At the training ground, Parreira's tribute is not exactly short of definition. Zagallo, who was coach of arguably the greatest Brazilian team of all, the team that Pele led so gloriously in an unforgettable final against Italy in Mexico City in 1970, has a word with Tostao, the brilliantly subtle striker of that team.
Tostao had to fly to Houston in Texas for an eye operation before the start of that tournament but, when it mattered, his vision was quite perfect. Now grey-haired men, they discuss some of the most tumultuous days of the greatest tradition football has known.
Zagallo, a member of the winning teams of 1958 and 1962, took charge of the 1970 legends after their creator, the fiery Joao Saldanha, who was a journalist and formerly a biting critic of the team, was removed from office after visiting the home of a fierce critic of his own armed with a revolver.
Ronaldo is dealing with his own tormentors somewhat more philosophically. He says he is bewildered by suggestions that his style is too close to that of his strike partner Adriano - "that makes no sense at all to me," he says.
"Yes we are similar players but I don't see why we can't do well together. It is just a question of developing an understanding. In training, I think you can see that we have that."

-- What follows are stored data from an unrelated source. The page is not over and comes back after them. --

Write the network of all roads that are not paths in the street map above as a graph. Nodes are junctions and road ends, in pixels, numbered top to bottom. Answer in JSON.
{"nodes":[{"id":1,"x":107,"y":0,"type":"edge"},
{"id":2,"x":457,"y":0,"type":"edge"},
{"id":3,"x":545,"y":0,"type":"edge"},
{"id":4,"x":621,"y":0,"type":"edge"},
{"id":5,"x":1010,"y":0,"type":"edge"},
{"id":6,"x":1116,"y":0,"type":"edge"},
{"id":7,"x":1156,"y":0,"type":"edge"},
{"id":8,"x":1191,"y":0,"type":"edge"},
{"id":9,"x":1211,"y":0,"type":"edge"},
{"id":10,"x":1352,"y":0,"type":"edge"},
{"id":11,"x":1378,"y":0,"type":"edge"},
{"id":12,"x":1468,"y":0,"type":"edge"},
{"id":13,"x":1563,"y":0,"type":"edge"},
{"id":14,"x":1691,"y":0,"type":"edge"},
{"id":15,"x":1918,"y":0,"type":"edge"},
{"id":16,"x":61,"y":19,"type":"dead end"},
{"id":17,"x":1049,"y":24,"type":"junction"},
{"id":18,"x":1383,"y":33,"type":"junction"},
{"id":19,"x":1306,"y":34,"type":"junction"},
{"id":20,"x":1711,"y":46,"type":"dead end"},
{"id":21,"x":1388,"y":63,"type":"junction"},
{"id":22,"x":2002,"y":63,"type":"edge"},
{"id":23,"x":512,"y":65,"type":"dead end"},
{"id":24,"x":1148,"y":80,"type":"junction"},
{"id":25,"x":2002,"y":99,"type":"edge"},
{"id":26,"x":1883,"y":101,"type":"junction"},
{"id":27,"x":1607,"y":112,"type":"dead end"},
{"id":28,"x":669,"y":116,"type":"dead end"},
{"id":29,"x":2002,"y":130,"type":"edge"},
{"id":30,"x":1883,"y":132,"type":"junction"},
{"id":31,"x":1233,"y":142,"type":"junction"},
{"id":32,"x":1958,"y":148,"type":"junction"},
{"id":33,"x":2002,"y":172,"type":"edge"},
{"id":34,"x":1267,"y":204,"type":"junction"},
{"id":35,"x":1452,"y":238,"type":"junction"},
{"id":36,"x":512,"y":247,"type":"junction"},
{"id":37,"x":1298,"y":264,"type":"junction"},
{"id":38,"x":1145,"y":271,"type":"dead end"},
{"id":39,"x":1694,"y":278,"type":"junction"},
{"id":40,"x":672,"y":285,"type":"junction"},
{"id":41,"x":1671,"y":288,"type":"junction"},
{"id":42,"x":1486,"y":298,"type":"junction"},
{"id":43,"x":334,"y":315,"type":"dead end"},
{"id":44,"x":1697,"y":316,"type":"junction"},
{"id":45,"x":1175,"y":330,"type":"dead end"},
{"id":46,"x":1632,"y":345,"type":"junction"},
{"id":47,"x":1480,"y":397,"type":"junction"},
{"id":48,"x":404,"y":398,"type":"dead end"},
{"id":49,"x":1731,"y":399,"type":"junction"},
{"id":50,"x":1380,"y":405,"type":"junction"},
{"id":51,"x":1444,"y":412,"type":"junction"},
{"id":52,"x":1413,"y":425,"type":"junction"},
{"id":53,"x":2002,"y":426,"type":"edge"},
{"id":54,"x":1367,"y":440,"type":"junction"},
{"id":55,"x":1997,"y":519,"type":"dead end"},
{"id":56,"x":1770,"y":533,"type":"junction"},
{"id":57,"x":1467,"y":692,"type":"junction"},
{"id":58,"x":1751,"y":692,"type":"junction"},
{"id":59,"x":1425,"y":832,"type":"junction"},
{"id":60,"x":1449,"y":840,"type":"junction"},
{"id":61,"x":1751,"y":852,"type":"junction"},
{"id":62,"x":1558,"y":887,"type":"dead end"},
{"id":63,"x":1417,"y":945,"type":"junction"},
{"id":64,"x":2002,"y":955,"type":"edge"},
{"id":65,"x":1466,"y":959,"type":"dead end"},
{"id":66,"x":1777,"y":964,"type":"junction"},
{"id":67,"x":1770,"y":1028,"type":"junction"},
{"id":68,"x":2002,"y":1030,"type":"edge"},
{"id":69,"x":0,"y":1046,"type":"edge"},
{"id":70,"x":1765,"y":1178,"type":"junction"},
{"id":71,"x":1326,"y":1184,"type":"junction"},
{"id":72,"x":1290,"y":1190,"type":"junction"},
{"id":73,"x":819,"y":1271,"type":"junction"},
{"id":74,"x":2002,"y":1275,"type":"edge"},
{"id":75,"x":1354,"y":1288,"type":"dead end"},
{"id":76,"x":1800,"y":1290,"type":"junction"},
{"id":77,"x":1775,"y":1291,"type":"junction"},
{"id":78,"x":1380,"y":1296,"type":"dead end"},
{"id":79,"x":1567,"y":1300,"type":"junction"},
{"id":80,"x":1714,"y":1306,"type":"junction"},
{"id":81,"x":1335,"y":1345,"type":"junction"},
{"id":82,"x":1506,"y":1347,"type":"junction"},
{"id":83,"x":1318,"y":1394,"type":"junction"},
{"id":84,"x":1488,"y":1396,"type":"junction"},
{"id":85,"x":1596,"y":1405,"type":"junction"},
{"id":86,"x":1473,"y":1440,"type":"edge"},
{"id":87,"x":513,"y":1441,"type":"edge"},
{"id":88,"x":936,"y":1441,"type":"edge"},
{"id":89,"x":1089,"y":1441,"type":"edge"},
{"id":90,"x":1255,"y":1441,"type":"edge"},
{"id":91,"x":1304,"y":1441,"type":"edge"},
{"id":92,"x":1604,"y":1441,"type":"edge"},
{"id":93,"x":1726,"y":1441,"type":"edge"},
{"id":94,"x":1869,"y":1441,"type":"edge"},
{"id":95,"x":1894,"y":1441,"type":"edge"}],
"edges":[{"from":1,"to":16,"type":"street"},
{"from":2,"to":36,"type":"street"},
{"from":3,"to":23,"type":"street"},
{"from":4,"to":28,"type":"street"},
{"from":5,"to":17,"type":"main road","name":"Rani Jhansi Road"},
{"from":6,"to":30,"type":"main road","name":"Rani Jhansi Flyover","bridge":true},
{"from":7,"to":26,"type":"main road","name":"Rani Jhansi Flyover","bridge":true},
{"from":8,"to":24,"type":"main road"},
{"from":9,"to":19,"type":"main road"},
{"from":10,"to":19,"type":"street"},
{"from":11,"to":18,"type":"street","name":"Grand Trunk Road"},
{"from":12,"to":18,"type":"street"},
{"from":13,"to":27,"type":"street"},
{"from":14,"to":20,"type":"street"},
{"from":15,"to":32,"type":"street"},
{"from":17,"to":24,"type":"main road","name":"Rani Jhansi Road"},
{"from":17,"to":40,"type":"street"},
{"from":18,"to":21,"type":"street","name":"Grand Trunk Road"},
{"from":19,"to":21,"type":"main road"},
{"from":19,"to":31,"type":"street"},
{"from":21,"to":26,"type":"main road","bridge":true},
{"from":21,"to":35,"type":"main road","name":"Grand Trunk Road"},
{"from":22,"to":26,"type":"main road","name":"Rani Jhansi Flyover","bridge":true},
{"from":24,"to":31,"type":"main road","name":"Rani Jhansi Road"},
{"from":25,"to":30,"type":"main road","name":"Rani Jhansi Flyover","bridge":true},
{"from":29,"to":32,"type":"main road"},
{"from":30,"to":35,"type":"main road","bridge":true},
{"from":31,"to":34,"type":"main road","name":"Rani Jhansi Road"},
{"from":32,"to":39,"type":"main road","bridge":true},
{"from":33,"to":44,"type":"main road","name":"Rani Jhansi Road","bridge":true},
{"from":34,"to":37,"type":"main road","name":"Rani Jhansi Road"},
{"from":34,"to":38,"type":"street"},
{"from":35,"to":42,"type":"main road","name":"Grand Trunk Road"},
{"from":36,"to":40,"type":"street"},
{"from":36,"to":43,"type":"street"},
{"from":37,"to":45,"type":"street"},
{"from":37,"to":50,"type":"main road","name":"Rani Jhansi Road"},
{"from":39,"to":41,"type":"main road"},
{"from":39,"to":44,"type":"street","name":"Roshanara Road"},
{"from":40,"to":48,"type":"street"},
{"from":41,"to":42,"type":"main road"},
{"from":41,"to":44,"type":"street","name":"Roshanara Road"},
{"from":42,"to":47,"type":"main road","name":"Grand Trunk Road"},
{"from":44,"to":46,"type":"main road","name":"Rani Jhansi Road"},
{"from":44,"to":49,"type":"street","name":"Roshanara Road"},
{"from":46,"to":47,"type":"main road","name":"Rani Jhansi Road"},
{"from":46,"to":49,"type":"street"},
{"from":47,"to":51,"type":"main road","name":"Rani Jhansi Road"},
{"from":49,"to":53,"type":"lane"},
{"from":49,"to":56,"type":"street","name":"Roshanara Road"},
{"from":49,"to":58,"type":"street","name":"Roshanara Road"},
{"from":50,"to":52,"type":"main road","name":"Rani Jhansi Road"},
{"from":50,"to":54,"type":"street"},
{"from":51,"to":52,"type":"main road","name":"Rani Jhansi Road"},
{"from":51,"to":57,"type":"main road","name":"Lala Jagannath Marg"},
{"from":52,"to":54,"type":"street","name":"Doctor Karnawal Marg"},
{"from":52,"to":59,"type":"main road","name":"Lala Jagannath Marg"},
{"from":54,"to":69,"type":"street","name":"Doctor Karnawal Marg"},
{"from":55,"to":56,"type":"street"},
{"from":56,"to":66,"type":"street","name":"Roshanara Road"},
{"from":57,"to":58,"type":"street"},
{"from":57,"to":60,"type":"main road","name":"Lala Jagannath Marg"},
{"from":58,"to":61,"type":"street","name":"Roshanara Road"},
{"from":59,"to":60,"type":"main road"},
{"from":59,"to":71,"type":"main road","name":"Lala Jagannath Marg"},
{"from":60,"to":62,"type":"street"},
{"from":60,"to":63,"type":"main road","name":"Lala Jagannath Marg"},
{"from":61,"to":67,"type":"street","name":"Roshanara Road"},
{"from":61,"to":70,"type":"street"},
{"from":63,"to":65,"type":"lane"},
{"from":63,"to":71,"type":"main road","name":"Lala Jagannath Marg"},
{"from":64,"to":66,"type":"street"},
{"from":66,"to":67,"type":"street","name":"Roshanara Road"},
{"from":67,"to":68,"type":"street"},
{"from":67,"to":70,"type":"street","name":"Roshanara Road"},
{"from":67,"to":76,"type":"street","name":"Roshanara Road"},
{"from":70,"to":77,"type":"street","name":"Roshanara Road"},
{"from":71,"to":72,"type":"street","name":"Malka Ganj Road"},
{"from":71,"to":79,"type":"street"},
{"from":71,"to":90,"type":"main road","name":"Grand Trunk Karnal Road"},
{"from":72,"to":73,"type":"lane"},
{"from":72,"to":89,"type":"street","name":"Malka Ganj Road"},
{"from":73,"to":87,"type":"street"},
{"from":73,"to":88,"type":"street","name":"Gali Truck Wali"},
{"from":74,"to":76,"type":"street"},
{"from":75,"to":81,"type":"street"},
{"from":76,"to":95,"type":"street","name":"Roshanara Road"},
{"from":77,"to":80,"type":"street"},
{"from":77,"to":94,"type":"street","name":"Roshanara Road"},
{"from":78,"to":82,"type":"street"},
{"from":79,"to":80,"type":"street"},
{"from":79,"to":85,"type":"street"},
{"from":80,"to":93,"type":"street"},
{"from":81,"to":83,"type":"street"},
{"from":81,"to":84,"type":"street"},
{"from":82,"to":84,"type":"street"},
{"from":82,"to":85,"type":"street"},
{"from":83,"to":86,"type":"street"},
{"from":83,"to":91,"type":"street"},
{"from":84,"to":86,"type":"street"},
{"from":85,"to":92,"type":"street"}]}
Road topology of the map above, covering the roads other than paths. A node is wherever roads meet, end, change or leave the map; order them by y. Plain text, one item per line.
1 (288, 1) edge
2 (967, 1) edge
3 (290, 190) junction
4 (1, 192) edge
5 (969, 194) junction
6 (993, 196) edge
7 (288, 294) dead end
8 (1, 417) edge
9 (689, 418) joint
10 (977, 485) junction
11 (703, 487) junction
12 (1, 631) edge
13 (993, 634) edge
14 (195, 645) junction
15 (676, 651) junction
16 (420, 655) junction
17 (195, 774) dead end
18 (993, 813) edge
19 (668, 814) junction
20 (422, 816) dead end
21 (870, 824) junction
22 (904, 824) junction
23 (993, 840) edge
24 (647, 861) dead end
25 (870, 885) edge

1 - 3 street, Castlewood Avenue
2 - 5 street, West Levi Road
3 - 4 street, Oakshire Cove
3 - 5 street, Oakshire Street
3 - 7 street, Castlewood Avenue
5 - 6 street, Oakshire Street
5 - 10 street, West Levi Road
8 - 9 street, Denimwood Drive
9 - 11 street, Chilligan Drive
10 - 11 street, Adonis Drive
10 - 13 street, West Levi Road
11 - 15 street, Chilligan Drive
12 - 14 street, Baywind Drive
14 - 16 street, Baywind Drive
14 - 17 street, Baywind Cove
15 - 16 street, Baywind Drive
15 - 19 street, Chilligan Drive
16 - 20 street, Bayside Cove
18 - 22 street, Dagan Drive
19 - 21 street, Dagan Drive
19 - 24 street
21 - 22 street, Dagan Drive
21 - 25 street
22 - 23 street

It is true there were a few tremors when the reserves beat their betters in a training game the other day, and reaction in some Brazilian quarters might have provoked Parreira's fiery predecessor to extend his armoury to an elephant gun.
Parreira merely pointed out that great Brazilian players tended to keep something back for when it mattered. And he believes they will not surrender anything cheaply - and not least, as we saw in the dying light, the ball.